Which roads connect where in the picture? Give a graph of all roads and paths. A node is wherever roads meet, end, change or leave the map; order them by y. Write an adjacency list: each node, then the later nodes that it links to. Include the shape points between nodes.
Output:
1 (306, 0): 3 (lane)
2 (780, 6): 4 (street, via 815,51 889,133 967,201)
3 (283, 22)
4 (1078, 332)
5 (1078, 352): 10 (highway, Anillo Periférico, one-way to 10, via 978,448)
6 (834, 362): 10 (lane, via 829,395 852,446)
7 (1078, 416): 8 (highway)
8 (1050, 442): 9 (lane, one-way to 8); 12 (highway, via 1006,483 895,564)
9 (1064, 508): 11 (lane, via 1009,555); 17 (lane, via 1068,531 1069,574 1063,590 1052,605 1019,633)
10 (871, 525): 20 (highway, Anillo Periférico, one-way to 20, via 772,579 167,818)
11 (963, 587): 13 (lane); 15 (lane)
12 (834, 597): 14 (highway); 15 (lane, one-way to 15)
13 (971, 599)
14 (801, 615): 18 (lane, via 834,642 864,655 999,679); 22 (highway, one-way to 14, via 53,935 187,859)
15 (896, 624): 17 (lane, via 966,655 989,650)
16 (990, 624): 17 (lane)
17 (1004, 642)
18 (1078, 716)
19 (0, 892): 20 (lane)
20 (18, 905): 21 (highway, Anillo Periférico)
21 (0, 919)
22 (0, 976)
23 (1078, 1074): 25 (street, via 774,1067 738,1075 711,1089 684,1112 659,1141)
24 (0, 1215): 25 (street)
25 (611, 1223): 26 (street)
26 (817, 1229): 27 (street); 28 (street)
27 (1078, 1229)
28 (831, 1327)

Task to complete
Repeat the data in full, exactly as supplied.

Task output
Which roads connect where in the picture? Give a graph of all roads and paths. A node is wherever roads meet, end, change or leave the map; order them by y. Write an adjacency list: each node, then the later nodes that it links to. Include the shape points between nodes.
Output:
1 (306, 0): 3 (lane)
2 (780, 6): 4 (street, via 815,51 889,133 967,201)
3 (283, 22)
4 (1078, 332)
5 (1078, 352): 10 (highway, Anillo Periférico, one-way to 10, via 978,448)
6 (834, 362): 10 (lane, via 829,395 852,446)
7 (1078, 416): 8 (highway)
8 (1050, 442): 9 (lane, one-way to 8); 12 (highway, via 1006,483 895,564)
9 (1064, 508): 11 (lane, via 1009,555); 17 (lane, via 1068,531 1069,574 1063,590 1052,605 1019,633)
10 (871, 525): 20 (highway, Anillo Periférico, one-way to 20, via 772,579 167,818)
11 (963, 587): 13 (lane); 15 (lane)
12 (834, 597): 14 (highway); 15 (lane, one-way to 15)
13 (971, 599)
14 (801, 615): 18 (lane, via 834,642 864,655 999,679); 22 (highway, one-way to 14, via 53,935 187,859)
15 (896, 624): 17 (lane, via 966,655 989,650)
16 (990, 624): 17 (lane)
17 (1004, 642)
18 (1078, 716)
19 (0, 892): 20 (lane)
20 (18, 905): 21 (highway, Anillo Periférico)
21 (0, 919)
22 (0, 976)
23 (1078, 1074): 25 (street, via 774,1067 738,1075 711,1089 684,1112 659,1141)
24 (0, 1215): 25 (street)
25 (611, 1223): 26 (street)
26 (817, 1229): 27 (street); 28 (street)
27 (1078, 1229)
28 (831, 1327)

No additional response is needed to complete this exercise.